▶ [EXERCISE DETAILS] Please copy out the entries below exactly, beginning with the line that contains "index pip: (307, 320)" and ending with the line that contains "pinky pip: (629, 338)", and include nothing outside that span.

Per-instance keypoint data
= Beginning of Section =

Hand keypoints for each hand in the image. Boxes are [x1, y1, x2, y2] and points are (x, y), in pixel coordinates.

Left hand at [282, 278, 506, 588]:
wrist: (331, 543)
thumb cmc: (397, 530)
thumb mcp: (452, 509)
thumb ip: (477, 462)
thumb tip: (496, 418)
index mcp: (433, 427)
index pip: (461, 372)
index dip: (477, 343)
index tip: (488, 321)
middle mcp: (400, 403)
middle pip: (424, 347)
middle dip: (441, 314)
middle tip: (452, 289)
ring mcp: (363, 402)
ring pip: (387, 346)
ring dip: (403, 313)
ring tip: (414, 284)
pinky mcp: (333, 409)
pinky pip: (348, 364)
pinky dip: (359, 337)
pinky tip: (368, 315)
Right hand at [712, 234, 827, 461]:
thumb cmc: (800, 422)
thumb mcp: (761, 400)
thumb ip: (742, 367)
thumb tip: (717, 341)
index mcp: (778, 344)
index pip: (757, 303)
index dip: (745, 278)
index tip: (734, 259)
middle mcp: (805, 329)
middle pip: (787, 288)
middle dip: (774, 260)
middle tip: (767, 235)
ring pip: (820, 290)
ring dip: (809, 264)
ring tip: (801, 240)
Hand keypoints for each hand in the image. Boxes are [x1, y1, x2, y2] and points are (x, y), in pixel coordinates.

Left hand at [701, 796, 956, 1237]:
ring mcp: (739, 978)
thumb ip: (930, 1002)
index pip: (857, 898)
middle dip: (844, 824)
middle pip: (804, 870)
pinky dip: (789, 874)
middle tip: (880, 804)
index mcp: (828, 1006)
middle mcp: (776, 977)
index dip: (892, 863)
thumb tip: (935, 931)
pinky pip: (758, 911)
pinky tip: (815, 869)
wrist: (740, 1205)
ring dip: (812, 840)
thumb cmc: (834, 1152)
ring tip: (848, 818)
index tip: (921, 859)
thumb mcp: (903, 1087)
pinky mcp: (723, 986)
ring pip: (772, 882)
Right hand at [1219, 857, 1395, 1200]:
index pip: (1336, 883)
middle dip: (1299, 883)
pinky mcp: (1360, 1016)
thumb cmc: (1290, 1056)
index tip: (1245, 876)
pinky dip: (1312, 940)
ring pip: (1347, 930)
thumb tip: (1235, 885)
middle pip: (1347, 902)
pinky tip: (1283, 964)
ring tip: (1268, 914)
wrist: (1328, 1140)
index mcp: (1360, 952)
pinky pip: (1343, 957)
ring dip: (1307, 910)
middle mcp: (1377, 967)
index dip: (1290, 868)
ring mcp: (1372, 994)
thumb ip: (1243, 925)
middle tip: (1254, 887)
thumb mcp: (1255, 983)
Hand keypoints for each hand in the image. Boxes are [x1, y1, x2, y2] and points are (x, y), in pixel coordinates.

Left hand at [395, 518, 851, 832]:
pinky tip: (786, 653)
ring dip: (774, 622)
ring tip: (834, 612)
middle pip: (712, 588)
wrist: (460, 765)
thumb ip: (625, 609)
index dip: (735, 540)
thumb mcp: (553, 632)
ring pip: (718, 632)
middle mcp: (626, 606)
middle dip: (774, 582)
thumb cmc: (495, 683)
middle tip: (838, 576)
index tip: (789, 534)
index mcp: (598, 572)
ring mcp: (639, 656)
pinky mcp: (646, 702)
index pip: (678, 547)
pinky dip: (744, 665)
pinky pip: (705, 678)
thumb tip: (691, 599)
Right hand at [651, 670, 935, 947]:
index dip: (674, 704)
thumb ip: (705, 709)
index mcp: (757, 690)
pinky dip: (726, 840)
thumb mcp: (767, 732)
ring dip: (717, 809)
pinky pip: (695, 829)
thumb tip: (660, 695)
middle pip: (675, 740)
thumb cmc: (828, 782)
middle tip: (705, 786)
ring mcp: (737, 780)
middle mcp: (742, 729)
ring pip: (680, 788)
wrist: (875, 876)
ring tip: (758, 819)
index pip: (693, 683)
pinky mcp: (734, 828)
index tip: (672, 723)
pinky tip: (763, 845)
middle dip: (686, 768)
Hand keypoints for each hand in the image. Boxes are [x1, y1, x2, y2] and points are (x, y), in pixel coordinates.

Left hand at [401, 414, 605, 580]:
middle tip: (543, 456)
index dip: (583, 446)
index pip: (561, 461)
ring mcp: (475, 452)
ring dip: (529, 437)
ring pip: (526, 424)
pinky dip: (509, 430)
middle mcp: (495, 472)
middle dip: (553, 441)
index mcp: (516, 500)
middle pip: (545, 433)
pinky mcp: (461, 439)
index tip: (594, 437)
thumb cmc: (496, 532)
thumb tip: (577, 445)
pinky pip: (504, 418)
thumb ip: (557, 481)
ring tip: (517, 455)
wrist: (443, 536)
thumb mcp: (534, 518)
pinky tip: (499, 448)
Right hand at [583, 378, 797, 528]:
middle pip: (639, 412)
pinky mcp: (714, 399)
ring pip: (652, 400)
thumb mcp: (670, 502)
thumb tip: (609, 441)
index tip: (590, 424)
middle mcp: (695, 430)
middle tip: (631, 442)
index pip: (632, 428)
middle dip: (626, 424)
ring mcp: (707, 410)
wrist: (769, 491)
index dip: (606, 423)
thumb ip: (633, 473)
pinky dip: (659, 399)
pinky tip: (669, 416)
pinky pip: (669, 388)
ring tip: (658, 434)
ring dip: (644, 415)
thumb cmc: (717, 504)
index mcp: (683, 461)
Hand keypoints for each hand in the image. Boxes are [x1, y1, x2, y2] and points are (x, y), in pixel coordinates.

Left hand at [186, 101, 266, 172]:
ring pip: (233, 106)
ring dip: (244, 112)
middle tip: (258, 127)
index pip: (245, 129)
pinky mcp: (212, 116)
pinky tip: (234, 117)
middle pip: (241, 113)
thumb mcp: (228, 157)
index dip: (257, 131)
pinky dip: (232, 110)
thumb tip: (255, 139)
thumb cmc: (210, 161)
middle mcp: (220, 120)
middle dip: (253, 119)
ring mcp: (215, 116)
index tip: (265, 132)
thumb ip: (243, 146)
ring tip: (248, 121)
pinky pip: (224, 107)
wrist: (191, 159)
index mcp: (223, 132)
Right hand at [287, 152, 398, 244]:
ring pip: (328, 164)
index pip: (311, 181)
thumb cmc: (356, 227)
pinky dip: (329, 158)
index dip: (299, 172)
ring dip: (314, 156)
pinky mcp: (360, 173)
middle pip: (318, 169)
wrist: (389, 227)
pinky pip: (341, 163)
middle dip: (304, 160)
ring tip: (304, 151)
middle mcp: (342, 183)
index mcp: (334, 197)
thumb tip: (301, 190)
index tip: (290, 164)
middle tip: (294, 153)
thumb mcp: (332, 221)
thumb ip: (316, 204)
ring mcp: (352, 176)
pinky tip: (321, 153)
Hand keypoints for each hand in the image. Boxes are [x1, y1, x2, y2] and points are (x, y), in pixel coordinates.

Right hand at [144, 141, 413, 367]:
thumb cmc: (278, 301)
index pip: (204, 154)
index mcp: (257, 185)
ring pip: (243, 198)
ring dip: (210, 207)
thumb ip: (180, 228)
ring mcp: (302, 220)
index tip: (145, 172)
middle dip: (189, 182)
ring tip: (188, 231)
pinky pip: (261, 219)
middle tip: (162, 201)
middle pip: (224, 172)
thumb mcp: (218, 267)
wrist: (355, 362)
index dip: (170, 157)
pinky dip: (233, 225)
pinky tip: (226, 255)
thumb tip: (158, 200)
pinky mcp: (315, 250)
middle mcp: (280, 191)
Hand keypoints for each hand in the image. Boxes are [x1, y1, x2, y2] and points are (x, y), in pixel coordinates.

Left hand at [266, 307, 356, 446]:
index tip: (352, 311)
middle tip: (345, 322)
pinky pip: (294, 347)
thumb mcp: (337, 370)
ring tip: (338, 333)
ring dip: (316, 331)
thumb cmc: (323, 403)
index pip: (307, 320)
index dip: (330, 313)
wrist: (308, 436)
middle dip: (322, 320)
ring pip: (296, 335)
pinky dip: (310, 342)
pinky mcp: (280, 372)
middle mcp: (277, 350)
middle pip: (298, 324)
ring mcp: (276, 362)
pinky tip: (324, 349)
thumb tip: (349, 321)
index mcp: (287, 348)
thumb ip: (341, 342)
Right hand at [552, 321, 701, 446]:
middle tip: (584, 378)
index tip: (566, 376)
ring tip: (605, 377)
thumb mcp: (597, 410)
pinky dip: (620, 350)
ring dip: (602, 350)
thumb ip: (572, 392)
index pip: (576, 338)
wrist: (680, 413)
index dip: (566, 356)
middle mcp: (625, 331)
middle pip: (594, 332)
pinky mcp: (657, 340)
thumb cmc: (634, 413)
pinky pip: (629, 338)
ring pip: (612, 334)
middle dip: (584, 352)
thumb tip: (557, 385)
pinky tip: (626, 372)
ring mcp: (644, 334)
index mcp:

= End of Section =

▶ [WRITTEN RESPONSE]
index pip: (307, 320)
index dip: (330, 313)
wrist: (308, 436)
middle dip: (322, 320)
ring pip: (296, 335)
pinky dip: (310, 342)
pinky mcp: (280, 372)
middle mcp: (277, 350)
middle pip: (298, 324)
ring mcp: (276, 362)
pinky tip: (324, 349)
thumb tip: (349, 321)
index mcp: (287, 348)
thumb ip: (341, 342)
Right hand at [552, 321, 701, 446]:
middle tip: (584, 378)
index tip: (566, 376)
ring tip: (605, 377)
thumb mcp: (597, 410)
pinky dip: (620, 350)
ring dip: (602, 350)
thumb ip: (572, 392)
index pip: (576, 338)
wrist: (680, 413)
index dip: (566, 356)
middle mcp: (625, 331)
middle pip: (594, 332)
pinky mcp: (657, 340)
thumb cmc: (634, 413)
pinky pip: (629, 338)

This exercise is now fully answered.